[Enhancement] support global late materialization on iceberg v3
Why I'm doing:
What I'm doing:
Fixes #60015
In this PR, I implemented global late materialization based on iceberg v3. The basic idea can be referred to the description in the above issue.
Next, I'll explain the basic design and implementation, focusing on several key issues.
Key Points of the Global Late Materialization Framework
Given that StarRocks supports querying data from various data sources, global late materialization theoretically needs to work on any data source, so the design needs to be easily extensible.
How to Represent RowPosition?
RowPosition describes how to find a row. Although different data sources may represent RowPosition differently, they all represent a combination of one or more columns. We introduce the RowPositionDescriptor to describe this relationship.
RowPositionDescriptor consists of two parts: one row source slot and some ref slots.

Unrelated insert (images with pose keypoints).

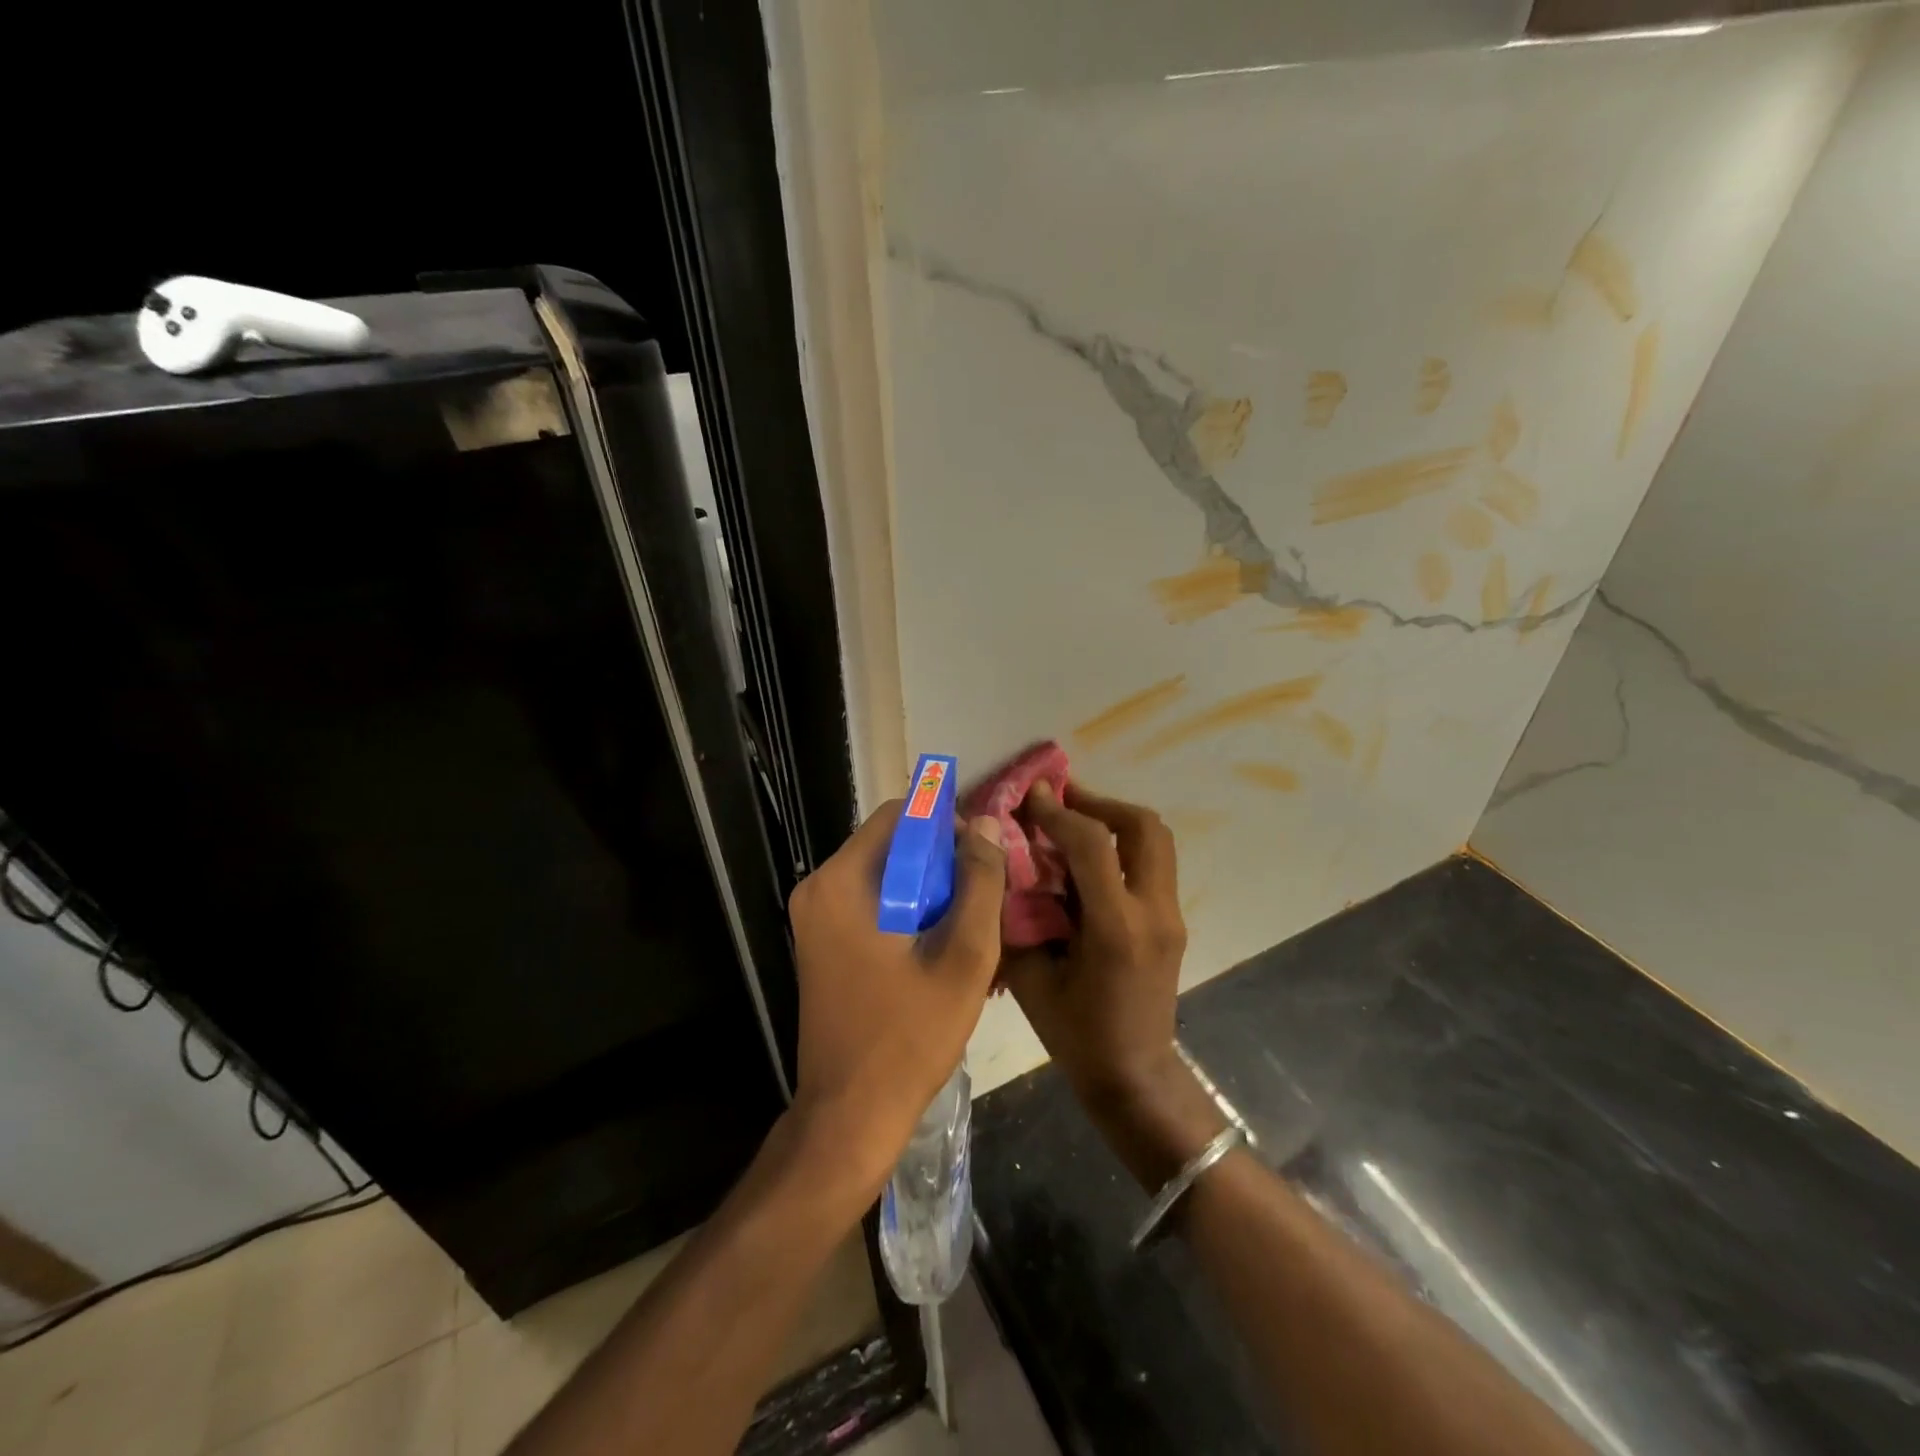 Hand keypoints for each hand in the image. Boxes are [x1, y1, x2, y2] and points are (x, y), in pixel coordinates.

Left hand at [785, 800, 1007, 1204]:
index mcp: (841, 882)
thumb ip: (980, 883)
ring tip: (965, 927)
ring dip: (927, 889)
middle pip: (891, 844)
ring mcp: (815, 917)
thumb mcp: (963, 957)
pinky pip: (871, 902)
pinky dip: (906, 910)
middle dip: (940, 862)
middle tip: (980, 900)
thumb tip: (988, 824)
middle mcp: (818, 889)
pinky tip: (936, 947)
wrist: (849, 1116)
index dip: (947, 826)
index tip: (981, 861)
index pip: (900, 815)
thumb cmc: (908, 1037)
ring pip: (884, 874)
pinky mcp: (821, 942)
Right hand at [1001, 782, 1221, 1190]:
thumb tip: (1003, 865)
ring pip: (1157, 840)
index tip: (1031, 797)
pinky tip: (1089, 860)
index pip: (1093, 844)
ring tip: (1075, 822)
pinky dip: (1123, 846)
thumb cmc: (1076, 1035)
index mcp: (1117, 928)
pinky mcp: (1174, 922)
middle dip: (1100, 803)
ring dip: (1116, 820)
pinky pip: (1153, 863)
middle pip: (1144, 826)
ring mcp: (1172, 916)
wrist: (1135, 1077)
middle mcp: (1154, 912)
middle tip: (1063, 801)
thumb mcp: (1031, 978)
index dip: (1059, 812)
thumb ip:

If a table has columns that require lazy reads, the table generates several columns to describe the position during the early read phase. One column describes the compute node where the data originated (the column pointed to by the row source slot). During a lazy read, the request is sent to the corresponding compute node for processing. The columns pointed to by the ref slots are combined to logically uniquely identify a row. For example, suppose we want to design a RowPositionDescriptor for a Primary Key Table with primary keys a and b. The ref slots should include slots corresponding to columns a and b.
This information allows us to determine how to find a particular row of data.
How to generate a global late materialization execution plan?
During the final stage of query optimization, the LateMaterializationRewriter is responsible for this task.
The rewriting process is roughly divided into two steps:
-
The
ColumnCollectorcollects all columns that require lazy reads, along with their first usage locations, and determines the timing of lazy reads. This information is recorded in theCollectorContext. -
The
PlanRewriter, based on theCollectorContextinformation, performs the actual physical plan rewriting, inserting Fetch and LookUp operators at specific locations to perform lazy reads.
How are Fetch and LookUp operators implemented?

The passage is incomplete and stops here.